In this embodiment, the rectifier mechanism 700 may include two first diodes 710 and two second diodes 720. The first ends of the two first diodes 710 are electrically connected to each other and electrically connected to the first end of the adjustment mechanism 680, the second ends of the two first diodes 710 are electrically connected to two wires respectively, the first ends of the two second diodes 720 are electrically connected to two wires respectively, and the second ends of the two second diodes 720 are electrically connected to each other and electrically connected to the second end of the adjustment mechanism 680, thus enabling rectification of the current output from the magnetic induction mechanism 300, such as the AC current output from the magnetic induction mechanism 300 can be rectified into DC current, which can make the adjusting process of the adjustment mechanism 680 more stable.
Referring to
In other embodiments, the rectification mechanism 70 may also include more than three first diodes 710 and three second diodes 720 to rectify the output of more than three phases of the magnetic induction mechanism 300, without limitation here.
In this embodiment, the adjustment mechanism 680 includes a sensitive resistor. The first end of the rectifier mechanism 700 is connected to the first end of the sensitive resistor, and the second end of the rectifier mechanism 700 is connected to the second end of the sensitive resistor. The sensitive resistor is able to change the resistance value so as to realize the change of resisting force. The adjustment of the adjustment mechanism 680 is realized by setting the sensitive resistor.
In other embodiments, the adjustment mechanism 680 may further include an adjustment member and a resistor, such as the second embodiment, the third embodiment of the brake apparatus 10 described above; or the adjustment mechanism 680 may further include a resistor body, an abutting member sliding against the resistor body, and an adjustment member connected to the abutting member, such as the fourth embodiment, the fifth embodiment, the sixth embodiment, the seventh embodiment of the brake apparatus 10 described above, which will not be repeated here.
Referring to
In this embodiment, a shell 691 may further be provided, and the adjustment mechanism 690, the control mechanism 810 and the power storage mechanism 820 may all be arranged inside the shell 691.

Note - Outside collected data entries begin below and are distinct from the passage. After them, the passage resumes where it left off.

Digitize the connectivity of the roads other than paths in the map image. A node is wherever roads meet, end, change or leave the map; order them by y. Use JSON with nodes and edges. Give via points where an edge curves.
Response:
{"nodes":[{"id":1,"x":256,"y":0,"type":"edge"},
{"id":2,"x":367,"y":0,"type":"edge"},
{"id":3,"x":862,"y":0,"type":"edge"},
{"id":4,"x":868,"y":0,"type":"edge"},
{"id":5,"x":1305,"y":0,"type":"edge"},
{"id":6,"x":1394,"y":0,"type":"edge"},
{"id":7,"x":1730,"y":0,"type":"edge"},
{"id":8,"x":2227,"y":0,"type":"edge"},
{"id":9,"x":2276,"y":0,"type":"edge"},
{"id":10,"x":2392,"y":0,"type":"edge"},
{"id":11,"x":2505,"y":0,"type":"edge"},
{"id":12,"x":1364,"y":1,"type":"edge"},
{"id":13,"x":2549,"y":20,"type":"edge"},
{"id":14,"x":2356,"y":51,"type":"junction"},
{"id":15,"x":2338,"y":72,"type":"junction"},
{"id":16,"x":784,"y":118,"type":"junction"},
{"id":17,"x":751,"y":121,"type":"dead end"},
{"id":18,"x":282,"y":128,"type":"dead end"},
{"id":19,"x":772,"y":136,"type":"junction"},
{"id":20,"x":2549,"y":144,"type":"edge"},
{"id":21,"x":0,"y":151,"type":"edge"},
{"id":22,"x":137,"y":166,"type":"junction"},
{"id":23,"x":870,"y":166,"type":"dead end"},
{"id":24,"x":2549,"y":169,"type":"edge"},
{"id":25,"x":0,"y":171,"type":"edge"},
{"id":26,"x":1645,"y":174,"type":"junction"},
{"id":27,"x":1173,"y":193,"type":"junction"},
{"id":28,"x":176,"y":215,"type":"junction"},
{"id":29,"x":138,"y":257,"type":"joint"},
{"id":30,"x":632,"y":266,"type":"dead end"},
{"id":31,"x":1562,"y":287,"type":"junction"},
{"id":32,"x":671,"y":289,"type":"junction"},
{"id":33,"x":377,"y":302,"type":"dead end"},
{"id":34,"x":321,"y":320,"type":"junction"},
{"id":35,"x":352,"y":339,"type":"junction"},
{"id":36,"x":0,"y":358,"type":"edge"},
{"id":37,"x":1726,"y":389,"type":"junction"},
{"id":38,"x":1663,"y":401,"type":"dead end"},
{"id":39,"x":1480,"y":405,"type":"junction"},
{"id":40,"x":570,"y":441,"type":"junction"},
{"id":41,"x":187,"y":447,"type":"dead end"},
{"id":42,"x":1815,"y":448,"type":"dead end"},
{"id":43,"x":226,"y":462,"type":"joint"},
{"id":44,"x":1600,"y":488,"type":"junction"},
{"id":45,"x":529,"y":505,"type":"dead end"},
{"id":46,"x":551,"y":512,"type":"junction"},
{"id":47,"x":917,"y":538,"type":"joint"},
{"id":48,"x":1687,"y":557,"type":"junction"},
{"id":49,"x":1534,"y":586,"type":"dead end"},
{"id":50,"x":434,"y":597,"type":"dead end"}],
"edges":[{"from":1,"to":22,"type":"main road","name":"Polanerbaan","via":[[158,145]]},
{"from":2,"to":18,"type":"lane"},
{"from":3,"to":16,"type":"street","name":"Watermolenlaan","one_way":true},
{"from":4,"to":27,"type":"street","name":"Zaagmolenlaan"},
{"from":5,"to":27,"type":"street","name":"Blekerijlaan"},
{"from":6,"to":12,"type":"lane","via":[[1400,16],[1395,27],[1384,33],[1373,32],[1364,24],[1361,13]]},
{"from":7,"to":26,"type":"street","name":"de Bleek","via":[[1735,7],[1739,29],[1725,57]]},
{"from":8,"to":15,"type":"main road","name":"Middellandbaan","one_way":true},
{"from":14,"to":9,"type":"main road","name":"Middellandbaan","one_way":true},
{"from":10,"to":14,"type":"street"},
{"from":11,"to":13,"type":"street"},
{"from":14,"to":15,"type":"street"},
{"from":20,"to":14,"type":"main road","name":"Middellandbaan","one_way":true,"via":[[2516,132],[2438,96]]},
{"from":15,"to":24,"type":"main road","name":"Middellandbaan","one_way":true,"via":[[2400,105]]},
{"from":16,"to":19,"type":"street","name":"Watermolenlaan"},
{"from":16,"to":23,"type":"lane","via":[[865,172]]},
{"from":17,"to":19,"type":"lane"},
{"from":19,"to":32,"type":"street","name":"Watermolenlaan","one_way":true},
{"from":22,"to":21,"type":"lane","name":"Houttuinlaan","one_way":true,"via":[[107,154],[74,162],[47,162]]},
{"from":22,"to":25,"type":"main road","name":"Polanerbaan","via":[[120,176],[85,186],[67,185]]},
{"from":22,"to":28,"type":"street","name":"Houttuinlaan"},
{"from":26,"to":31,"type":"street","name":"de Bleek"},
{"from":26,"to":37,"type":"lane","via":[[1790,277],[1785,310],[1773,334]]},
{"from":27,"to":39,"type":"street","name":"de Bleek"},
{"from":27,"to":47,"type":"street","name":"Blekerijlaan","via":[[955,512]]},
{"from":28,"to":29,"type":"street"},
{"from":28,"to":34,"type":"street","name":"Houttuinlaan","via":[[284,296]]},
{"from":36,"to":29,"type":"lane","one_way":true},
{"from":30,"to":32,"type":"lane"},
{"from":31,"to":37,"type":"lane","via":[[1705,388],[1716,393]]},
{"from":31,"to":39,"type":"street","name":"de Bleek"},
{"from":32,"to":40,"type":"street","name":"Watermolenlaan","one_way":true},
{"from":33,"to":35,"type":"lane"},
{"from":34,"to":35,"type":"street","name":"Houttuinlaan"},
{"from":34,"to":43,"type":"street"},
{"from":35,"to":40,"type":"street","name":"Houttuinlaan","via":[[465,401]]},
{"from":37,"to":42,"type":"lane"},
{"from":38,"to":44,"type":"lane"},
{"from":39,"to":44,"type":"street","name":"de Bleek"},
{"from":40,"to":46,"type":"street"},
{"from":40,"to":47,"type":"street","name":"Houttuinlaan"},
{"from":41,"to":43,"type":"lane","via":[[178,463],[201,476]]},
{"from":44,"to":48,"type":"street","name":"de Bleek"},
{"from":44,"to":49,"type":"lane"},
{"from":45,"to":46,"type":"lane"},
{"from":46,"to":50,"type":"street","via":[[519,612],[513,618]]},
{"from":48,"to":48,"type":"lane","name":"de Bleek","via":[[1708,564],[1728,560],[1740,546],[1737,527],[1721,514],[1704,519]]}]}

In this embodiment, the control mechanism 810 includes a main controller 811 and a power controller 812. The main controller 811 is connected to the adjustment mechanism 690. The power controller 812 is connected to the main controller 811 and connected to the magnetic induction mechanism 300 and the power storage mechanism 820 respectively. The power controller 812 is used to receive the current provided by the magnetic induction mechanism 300 and deliver at least a portion of the current to the main controller 811 to maintain the normal operation of the main controller 811 and deliver another portion of the current to the power storage mechanism 820 when the current is greater than or equal to the current threshold to achieve the storage of power.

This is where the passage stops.